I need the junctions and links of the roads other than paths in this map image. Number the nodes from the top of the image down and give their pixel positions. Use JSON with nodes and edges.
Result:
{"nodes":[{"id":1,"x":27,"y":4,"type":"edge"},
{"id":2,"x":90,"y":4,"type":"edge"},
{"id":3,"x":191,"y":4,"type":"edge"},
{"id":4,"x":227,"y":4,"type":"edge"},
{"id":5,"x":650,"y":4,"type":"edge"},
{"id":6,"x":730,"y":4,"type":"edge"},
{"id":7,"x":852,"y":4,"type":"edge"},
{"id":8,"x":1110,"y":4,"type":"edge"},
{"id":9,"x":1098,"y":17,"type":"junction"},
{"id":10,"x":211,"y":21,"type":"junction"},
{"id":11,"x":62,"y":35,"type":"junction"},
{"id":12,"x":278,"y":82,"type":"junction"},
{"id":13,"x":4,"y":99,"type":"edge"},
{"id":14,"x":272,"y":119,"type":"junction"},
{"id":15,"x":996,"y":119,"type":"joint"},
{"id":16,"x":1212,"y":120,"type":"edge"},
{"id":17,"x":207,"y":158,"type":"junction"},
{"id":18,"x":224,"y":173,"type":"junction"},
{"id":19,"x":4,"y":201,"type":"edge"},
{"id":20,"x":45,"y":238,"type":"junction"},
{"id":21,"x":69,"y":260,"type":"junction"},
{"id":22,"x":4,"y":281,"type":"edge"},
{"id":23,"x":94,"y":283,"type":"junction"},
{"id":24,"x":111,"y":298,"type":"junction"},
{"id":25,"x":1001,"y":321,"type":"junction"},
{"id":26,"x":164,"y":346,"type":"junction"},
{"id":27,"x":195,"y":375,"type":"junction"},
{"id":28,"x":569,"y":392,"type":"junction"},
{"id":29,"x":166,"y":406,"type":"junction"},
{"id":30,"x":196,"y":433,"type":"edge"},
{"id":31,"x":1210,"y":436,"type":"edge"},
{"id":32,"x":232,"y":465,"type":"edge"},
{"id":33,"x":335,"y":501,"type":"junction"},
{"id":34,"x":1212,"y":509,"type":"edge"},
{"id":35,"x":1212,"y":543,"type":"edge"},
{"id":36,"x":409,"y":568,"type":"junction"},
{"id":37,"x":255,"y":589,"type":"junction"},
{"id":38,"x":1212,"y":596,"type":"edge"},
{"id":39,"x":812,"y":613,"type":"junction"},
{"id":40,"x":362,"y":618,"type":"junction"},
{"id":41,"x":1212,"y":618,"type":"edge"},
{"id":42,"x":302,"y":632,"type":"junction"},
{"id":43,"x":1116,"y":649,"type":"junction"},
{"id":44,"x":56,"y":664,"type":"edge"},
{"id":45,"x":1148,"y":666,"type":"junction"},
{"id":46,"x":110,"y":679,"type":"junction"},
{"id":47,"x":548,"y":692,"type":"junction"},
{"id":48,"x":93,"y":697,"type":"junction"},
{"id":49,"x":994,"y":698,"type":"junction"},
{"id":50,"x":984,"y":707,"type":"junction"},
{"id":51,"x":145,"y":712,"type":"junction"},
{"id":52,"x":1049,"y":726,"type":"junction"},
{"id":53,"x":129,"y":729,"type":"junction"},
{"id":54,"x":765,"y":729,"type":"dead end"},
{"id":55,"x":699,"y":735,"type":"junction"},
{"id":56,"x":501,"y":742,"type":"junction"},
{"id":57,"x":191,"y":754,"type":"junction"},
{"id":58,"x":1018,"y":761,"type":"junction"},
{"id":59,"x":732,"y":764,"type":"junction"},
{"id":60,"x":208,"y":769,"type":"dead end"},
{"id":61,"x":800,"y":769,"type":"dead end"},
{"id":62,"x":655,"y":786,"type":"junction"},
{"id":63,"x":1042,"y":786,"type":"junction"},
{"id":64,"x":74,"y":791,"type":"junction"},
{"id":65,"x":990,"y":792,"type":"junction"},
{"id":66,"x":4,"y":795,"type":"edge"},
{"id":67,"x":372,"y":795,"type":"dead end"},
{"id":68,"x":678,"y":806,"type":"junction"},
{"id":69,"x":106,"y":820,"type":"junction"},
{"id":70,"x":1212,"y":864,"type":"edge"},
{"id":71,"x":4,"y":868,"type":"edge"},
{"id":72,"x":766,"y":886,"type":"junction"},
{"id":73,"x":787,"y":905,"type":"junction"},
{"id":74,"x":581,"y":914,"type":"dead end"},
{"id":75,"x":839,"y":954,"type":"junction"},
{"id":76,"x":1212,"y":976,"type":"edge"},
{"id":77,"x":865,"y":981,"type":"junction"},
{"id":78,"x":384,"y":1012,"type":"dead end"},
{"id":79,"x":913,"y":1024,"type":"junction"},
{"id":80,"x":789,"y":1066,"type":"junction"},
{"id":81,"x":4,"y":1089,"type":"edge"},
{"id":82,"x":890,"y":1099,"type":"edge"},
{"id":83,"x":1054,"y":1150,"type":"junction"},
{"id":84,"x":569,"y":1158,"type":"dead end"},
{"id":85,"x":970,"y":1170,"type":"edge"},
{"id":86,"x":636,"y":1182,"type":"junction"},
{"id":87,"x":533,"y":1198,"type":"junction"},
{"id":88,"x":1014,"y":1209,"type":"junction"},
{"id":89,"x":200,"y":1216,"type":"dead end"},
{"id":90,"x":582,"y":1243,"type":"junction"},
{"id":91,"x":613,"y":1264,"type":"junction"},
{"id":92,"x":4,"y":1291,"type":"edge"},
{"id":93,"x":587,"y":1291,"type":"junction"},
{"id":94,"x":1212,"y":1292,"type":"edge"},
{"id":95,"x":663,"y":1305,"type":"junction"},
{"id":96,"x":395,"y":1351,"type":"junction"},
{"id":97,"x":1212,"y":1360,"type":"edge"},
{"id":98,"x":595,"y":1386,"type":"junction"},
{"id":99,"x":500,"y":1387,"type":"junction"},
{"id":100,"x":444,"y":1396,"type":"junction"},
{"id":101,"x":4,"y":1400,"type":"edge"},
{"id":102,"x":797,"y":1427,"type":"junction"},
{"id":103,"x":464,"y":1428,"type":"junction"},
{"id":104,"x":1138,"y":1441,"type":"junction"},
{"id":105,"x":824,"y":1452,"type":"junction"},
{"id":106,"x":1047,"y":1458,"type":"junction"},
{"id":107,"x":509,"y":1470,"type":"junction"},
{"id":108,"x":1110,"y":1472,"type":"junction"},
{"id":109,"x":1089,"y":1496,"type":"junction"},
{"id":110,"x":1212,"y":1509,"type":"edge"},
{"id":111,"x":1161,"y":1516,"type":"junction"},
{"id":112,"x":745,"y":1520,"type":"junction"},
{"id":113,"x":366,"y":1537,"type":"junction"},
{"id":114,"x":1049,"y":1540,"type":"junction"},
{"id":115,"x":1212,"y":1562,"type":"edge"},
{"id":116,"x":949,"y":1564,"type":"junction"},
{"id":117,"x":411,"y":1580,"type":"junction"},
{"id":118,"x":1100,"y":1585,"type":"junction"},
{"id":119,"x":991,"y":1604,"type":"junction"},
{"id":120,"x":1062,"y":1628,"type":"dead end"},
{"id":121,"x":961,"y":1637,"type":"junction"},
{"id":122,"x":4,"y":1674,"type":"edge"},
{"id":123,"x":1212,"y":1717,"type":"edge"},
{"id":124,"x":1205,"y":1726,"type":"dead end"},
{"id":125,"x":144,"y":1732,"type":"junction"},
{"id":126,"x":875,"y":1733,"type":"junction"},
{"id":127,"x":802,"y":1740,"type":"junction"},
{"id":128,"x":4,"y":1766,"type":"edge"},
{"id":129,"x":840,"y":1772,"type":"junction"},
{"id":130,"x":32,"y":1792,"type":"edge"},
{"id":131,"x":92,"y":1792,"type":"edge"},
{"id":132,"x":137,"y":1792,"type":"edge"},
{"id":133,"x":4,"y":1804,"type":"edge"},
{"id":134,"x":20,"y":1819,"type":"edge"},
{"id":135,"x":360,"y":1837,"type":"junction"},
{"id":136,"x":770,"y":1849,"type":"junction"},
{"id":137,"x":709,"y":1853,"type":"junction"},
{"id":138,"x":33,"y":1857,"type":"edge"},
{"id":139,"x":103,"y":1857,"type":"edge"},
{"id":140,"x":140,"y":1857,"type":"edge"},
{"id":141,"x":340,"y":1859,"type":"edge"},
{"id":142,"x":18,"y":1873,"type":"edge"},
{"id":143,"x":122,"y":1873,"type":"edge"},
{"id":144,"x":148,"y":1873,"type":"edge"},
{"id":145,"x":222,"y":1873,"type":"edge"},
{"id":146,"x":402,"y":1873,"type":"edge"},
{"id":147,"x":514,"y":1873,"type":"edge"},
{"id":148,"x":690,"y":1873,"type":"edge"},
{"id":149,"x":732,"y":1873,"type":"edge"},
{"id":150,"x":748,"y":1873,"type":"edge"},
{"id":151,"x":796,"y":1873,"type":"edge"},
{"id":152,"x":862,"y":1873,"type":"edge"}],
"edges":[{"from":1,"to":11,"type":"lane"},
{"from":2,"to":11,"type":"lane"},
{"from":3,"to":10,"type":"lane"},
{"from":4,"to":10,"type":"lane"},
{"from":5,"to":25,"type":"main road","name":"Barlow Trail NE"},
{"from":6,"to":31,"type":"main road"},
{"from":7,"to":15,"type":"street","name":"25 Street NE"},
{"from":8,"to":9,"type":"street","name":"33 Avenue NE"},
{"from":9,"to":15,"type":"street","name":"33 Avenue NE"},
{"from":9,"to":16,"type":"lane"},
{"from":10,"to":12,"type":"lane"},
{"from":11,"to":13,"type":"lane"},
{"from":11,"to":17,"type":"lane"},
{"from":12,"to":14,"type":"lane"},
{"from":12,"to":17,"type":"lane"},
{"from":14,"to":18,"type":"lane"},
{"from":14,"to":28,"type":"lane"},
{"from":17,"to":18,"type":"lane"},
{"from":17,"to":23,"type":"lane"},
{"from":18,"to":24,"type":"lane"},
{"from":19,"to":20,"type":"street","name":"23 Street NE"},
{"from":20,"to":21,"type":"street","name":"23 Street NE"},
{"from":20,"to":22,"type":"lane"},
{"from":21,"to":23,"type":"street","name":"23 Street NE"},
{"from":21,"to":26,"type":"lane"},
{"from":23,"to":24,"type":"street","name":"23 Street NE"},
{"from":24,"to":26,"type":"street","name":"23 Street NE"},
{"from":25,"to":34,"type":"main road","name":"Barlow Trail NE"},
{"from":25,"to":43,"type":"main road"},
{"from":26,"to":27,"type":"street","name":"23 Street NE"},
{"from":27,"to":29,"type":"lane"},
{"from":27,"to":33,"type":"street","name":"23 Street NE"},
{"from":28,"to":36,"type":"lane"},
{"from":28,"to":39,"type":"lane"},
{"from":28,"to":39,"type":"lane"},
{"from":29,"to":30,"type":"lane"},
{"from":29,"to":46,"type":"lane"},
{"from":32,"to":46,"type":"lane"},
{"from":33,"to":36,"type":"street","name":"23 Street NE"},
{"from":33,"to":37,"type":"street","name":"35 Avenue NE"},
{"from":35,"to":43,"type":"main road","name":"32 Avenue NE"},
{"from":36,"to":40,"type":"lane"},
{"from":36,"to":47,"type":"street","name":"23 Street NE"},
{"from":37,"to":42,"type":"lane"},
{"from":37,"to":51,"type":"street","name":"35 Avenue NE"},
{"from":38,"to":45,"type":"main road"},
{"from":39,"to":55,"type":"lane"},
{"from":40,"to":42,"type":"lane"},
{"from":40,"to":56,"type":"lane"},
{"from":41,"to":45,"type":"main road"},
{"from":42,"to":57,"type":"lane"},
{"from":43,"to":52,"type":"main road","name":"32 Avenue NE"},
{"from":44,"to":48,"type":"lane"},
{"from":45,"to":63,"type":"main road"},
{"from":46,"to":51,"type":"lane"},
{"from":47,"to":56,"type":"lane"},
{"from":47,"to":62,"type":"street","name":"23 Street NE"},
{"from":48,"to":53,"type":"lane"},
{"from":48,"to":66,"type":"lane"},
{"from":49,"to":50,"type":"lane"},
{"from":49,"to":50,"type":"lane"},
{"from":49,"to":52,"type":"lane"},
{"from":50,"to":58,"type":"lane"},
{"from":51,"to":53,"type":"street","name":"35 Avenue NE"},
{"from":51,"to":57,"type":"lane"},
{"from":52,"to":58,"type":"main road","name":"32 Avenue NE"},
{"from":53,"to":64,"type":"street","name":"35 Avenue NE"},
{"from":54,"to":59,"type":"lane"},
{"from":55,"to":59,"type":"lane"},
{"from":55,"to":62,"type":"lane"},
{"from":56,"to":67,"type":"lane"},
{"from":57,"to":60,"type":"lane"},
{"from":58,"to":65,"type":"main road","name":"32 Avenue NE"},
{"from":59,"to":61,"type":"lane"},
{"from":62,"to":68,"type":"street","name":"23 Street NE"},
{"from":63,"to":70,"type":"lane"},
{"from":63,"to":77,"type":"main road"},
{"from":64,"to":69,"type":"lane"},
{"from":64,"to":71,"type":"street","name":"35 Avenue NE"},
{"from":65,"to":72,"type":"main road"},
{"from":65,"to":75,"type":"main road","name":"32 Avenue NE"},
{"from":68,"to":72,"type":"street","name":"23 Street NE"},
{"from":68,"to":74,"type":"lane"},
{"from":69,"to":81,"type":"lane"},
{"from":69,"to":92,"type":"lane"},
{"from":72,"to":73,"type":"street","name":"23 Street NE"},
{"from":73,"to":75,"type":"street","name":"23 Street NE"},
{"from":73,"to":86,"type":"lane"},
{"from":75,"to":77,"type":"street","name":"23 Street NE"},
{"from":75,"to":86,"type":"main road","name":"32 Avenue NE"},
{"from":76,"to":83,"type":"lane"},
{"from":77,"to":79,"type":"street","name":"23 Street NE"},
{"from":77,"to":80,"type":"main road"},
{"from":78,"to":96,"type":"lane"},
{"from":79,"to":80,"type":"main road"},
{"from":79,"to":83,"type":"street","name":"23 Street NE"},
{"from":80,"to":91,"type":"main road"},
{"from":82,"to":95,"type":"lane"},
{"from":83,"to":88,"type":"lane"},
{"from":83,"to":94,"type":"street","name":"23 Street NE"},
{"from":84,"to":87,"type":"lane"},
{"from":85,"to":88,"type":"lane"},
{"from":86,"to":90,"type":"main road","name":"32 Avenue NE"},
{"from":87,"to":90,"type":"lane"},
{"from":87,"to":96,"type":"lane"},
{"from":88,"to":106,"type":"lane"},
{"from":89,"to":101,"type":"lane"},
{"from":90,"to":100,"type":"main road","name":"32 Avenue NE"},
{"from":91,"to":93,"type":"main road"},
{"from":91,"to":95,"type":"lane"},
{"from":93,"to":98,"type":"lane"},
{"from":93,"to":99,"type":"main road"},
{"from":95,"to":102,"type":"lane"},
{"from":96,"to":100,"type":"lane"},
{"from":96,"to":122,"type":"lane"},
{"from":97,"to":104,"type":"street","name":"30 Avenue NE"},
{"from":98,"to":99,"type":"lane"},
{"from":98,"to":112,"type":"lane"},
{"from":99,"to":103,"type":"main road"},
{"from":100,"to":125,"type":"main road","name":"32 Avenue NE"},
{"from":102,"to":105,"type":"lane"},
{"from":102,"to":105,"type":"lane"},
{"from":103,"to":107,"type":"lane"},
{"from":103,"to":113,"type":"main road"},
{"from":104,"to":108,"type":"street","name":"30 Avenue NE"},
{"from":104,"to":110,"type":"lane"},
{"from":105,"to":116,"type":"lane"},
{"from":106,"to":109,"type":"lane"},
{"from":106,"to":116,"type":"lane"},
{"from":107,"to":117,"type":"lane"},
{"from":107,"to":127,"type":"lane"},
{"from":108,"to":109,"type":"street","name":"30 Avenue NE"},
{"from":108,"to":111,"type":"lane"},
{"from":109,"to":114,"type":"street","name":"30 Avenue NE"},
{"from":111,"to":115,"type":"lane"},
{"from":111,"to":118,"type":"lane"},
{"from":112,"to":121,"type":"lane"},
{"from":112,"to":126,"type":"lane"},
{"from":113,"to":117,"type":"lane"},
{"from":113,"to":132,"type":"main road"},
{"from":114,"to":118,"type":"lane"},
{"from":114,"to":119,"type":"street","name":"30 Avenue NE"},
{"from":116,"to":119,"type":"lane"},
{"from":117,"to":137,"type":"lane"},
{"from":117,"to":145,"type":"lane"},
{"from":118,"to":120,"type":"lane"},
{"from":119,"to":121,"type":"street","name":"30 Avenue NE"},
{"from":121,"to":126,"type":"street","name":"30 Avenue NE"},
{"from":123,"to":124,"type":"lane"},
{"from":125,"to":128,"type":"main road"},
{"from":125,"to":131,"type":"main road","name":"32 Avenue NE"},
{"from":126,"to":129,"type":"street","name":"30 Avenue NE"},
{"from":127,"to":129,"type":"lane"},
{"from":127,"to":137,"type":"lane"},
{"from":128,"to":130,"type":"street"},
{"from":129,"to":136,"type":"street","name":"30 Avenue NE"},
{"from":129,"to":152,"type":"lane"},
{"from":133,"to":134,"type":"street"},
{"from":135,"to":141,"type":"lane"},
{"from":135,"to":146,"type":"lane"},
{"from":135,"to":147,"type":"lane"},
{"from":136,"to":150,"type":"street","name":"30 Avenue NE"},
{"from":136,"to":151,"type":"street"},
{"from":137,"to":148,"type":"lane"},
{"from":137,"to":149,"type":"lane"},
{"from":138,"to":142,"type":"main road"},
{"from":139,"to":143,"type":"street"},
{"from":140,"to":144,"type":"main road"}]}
•••
*WHAT THIS TASK INVOLVES:*
Find out how many lines above hold "Trail". Write only the number.

*SOLUTION TO THIS PROBLEM:*
2